Mr. Ribadu says the country risks losing its great talents to the ongoing face-off between ASUU and the Federal Government.
The presidential candidate of the defunct Action Congress of Nigeria (ACN), in the 2011 election, Nuhu Ribadu, has lamented the ongoing strike by university lecturers in the country, under the auspices of the Academic Staff Union of Universities (ASUU), describing it as a costly action for the country which should be resolved without further delay.
Speaking Saturday in Port Harcourt, the Rivers State capital, Mr. Ribadu said the logjam created by the industrial action may deprive the country of the needed quality manpower as students rust away at home.
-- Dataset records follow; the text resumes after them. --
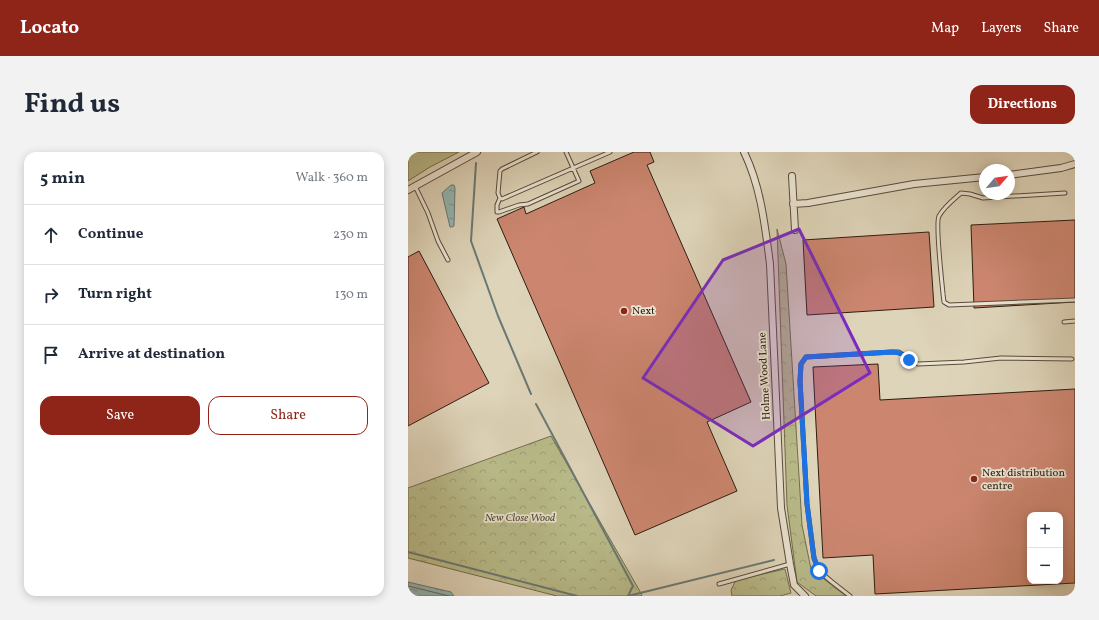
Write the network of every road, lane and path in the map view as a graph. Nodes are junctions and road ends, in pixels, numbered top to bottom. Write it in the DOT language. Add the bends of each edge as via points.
graph roads {
  1 [pos="478,152"];
  2 [pos="537,152"];
  3 [pos="566,152"];
  4 [pos="610,152"];
  5 [pos="744,152"];
  6 [pos="1075,164"];
  7 [pos="573,168"];
  8 [pos="1015,174"];
  9 [pos="792,176"];
  10 [pos="979,178"];
  11 [pos="415,186"];
  12 [pos="408,190"];
  13 [pos="1065,193"];
  14 [pos="500,198"];
  15 [pos="793,204"];
  16 [pos="795,230"];
  17 [pos="448,260"];
  18 [pos="1075,300"];
  19 [pos="1075,321"];
  20 [pos="1064,322"];
  21 [pos="1072,359"];
  22 [pos="790,564"];
  23 [pos="719,584"];
  24 [pos="805,596"];
  25 [pos="850,596"];
  1 -- 11 [label="street"];
  2 -- 14 [label="lane" via="502,169 498,192"];
  3 -- 7 [label="lane"];
  4 -- 7 [label="lane"];
  5 -- 22 [label="street, Holme Wood Lane" via="761,204 770,264 781,508"];
  6 -- 8 [label="street"];
  7 -- 14 [label="lane"];
  7 -- 14 [label="lane" via="579,181 528,204 498,212"];
  9 -- 15 [label="street"];
  10 -- 15 [label="street" via="914,184"];
  11 -- 12 [label="street"];
  11 -- 17 [label="lane"];
  13 -- 18 [label="lane" via="983,198 961,193 938,217 942,294 944,302 949,305"];
  15 -- 16 [label="street"];
  19 -- 20 [label="lane"];
  21 -- 25 [label="lane" via="1001,358 918,364 899,352 806,357 801,364 800,382 807,496 814,558 819,571"];
  22 -- 23 [label="lane"];
  22 -- 24 [label="street, Holme Wood Lane" via="794,585"];
}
He called on both sides to “as a matter of urgency, bring the current lingering industrial action to an end.”
According to him, “Nobody wins in this supremacy game. Rather, the students, who are the proverbial grass in this fight of the elephants, are the ones paying direly for it. This also ultimately draw us back as a nation as a lot of potential talents could be wasted as this strike rage on.
“I therefore appeal to both sides to urgently come to amicable consensus that will reopen the doors for our students to get back to the class. No doubt, our universities need better funding but in pressing for that, caution should be applied so as not to asphyxiate the ailing patient.”
The pioneer chairman of the Economic and Financial Crimes Commission (EFCC) spoke at the public presentation of “Compendium of Anti-Corruption Laws in Nigeria” a book written by Barrister Chuma C. Chinye, who is also the Rivers State commissioner for commerce and industries.
Mr. Ribadu, who bemoaned poor quality of Nigerian law graduates, said there is the need to acquaint Law students with all the existing laws of the country, if they are to become useful to the justice sector.
“Those students who would come out to be Judges, Lawyers and Prosecutors need adequate and early exposure to these Laws if they are to contribute positively to the development of our justice sector. This is especially important in the light of embarrassing quality of Lawyers being churned out of our campuses, which is a reflection of the entire system.”
While urging all Nigerians to familiarise themselves with anti-corruption and financial crimes laws, Mr. Ribadu stressed that “These are laws that protect our commonwealth and also guide our conduct. They also adequately empower citizens to take action and raise the alarm when they suspect foul play”
He urged concerned authorities to make the extant laws available to promote awareness.
“However it is important to state that what we need at this time is to make these laws available not only for relevant stakeholders but to all Nigerians. Ignorance of the law, as the maxim goes, is not a defence. But it is only fair that these laws are made substantially available especially to address the appalling level of ignorance of the Law by those who should be applying it: members of the entire justice sector -the Police, the Courts, the Prosecutors, etc.”
Mr. Ribadu commended the writer of the book for “the patriotic and painstaking effort of compiling our existing anti-corruption laws. I had the privilege of going through the two-volume book and I am glad to report that it is an important addition to Law literature which would be found useful by all stakeholders in the justice system.”